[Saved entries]

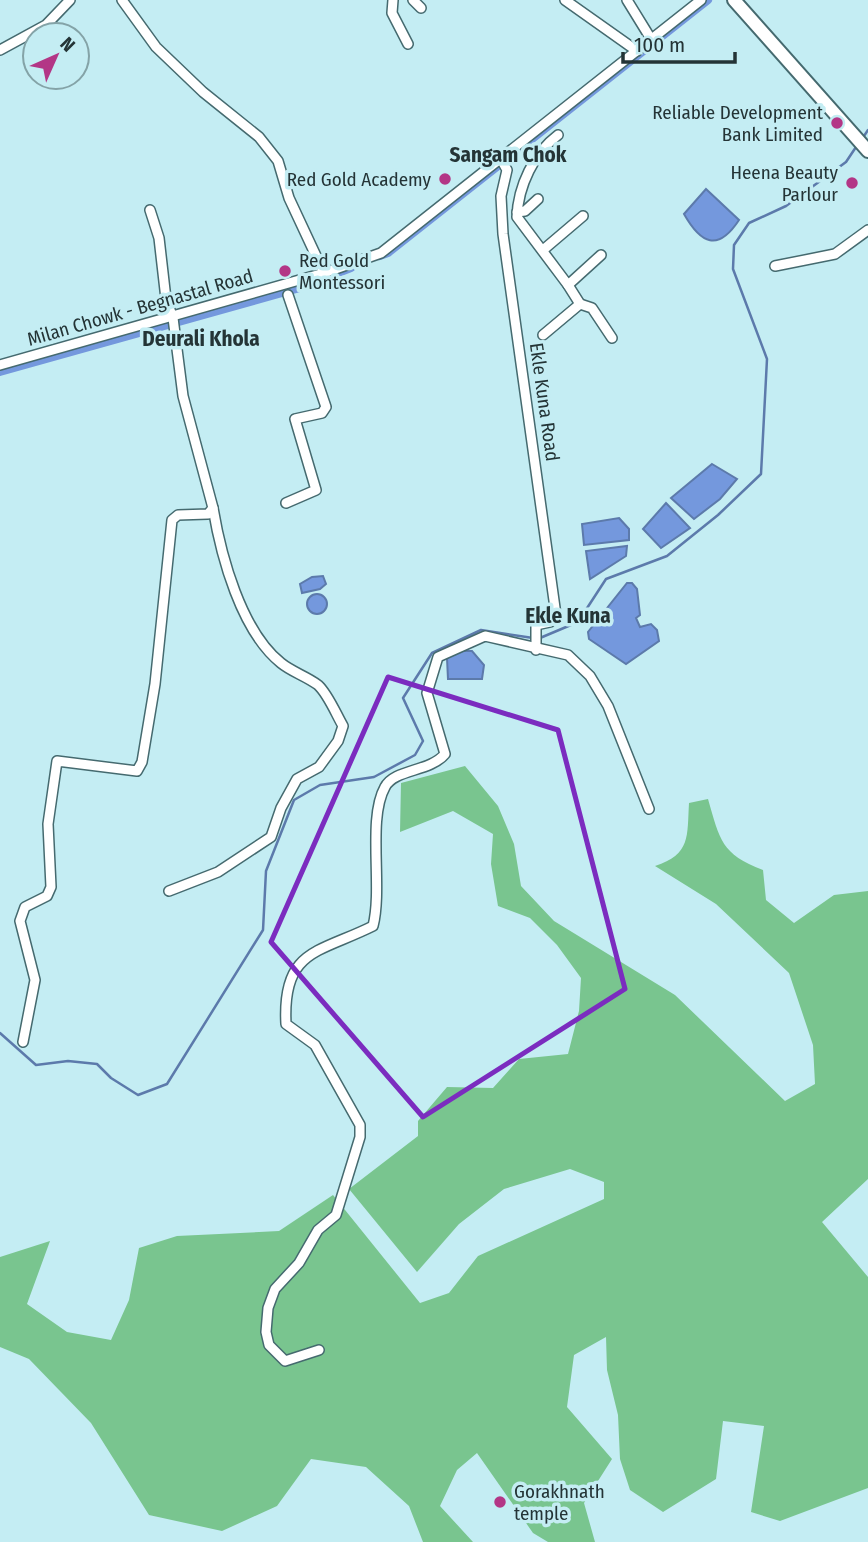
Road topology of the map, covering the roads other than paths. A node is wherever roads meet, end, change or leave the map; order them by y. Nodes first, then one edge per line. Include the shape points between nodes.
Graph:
1 (70, 0) edge
2 (122, 0) edge
3 (393, 0) edge
4 (413, 0) edge
5 (565, 0) edge
6 (627, 0) edge
7 (701, 0) edge
8 (734, 0) edge
9 (421, 8) dead end
10 (651, 39) junction
11 (408, 44) dead end
12 (0, 50) edge
13 (637, 51) junction
14 (558, 135) dead end
15 (868, 151) edge
16 (501, 159) junction
17 (507, 174) junction
18 (523, 188) junction
19 (538, 200) dead end
20 (150, 210) dead end
21 (517, 212) junction
22 (583, 216) dead end
23 (868, 230) edge
24 (543, 250) junction
25 (601, 256) dead end
26 (775, 266) dead end
27 (324, 273) junction
28 (568, 285) junction
29 (288, 295) dead end
30 (580, 304) junction
31 (173, 316) junction
32 (543, 335) dead end
33 (612, 338) dead end
34 (0, 365) edge
35 (286, 503) dead end
36 (213, 508) junction
37 (537, 650) junction
38 (649, 809) dead end
39 (169, 891) dead end
40 (23, 1042) dead end
41 (319, 1350) dead end

1 - 12 street via 46,25
2 - 27 street via 156,47 259,137 278,162 289,198
3 - 11 street via 392,13
4 - 9 street
5 - 13 street
6 - 10 street
7 - 10 street, Milan Chowk - Begnastal Road
8 - 15 main road
10 - 13 street, Milan Chowk - Begnastal Road
13 - 16 street, Milan Chowk - Begnastal Road
14 - 18 street via 542,147
16 - 17 street
16 - 27 street, Milan Chowk - Begnastal Road via 381,253
17 - 18 street
17 - 37 street, Ekle Kuna Road via 501,196 503,234 556,615 550,622 536,625
18 - 21 street
19 - 21 street
20 - 31 street
21 - 24 street via 520,223
22 - 24 street
23 - 26 street via 835,254
24 - 28 street
25 - 28 street
27 - 31 street, Milan Chowk - Begnastal Road
28 - 30 street
29 - 35 street via 326,407 322,413 295,419 316,490
30 - 32 street
30 - 33 street via 592,308
31 - 34 street, Milan Chowk - Begnastal Road
31 - 36 street via 183,396
36 - 39 street via 239,603 260,639 280,663 320,686 343,726 319,767 297,779 271,836 218,872
36 - 40 street via 208,514 178,515 172,520 155,684 137,771 57,761 48,824 51,887 47,896 25,907 20,921 35,980
37 - 38 street via 568,655 590,676 608,706
37 - 41 street via 485,636 438,657 427,693 445,754 437,764 396,777 385,786 373,926 307,955 290,978 286,1024 315,1045 359,1125 353,1164 336,1215 318,1230 299,1263 275,1289 268,1308 266,1332 275,1354 285,1361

* _What you should do_: The answer must restate every entry word for word, with the pictures left out.

* _Response to the task_:
Road topology of the map, covering the roads other than paths. A node is wherever roads meet, end, change or leave the map; order them by y. Nodes first, then one edge per line. Include the shape points between nodes.
Graph:
1 (70, 0) edge
2 (122, 0) edge
3 (393, 0) edge
4 (413, 0) edge
5 (565, 0) edge
6 (627, 0) edge
7 (701, 0) edge
8 (734, 0) edge
9 (421, 8) dead end
10 (651, 39) junction
11 (408, 44) dead end
12 (0, 50) edge
13 (637, 51) junction
14 (558, 135) dead end
15 (868, 151) edge
16 (501, 159) junction
17 (507, 174) junction
18 (523, 188) junction
19 (538, 200) dead end
20 (150, 210) dead end
21 (517, 212) junction
22 (583, 216) dead end
23 (868, 230) edge
24 (543, 250) junction
25 (601, 256) dead end
26 (775, 266) dead end
27 (324, 273) junction
28 (568, 285) junction
29 (288, 295) dead end
30 (580, 304) junction
31 (173, 316) junction
32 (543, 335) dead end
33 (612, 338) dead end
34 (0, 365) edge
35 (286, 503) dead end
36 (213, 508) junction
37 (537, 650) junction
38 (649, 809) dead end
39 (169, 891) dead end
40 (23, 1042) dead end
41 (319, 1350) dead end

1 - 12 street via 46,25
2 - 27 street via 156,47 259,137 278,162 289,198
3 - 11 street via 392,13
4 - 9 street
5 - 13 street
6 - 10 street
7 - 10 street, Milan Chowk - Begnastal Road
8 - 15 main road
10 - 13 street, Milan Chowk - Begnastal Road
13 - 16 street, Milan Chowk - Begnastal Road
14 - 18 street via 542,147
16 - 17 street
16 - 27 street, Milan Chowk - Begnastal Road via 381,253
17 - 18 street
17 - 37 street, Ekle Kuna Road via 501,196 503,234 556,615 550,622 536,625
18 - 21 street
19 - 21 street
20 - 31 street
21 - 24 street via 520,223
22 - 24 street
23 - 26 street via 835,254
24 - 28 street
25 - 28 street
27 - 31 street, Milan Chowk - Begnastal Road
28 - 30 street
29 - 35 street via 326,407 322,413 295,419 316,490
30 - 32 street
30 - 33 street via 592,308
31 - 34 street, Milan Chowk - Begnastal Road
31 - 36 street via 183,396
36 - 39 street via 239,603 260,639 280,663 320,686 343,726 319,767 297,779 271,836 218,872
36 - 40 street via 208,514 178,515 172,520 155,684 137,771 57,761 48,824 51,887 47,896 25,907 20,921 35,980
37 - 38 street via 568,655 590,676 608,706
37 - 41 street via 485,636 438,657 427,693 445,754 437,764 396,777 385,786 373,926 307,955 290,978 286,1024 315,1045 359,1125 353,1164 336,1215 318,1230 299,1263 275,1289 268,1308 266,1332 275,1354 285,1361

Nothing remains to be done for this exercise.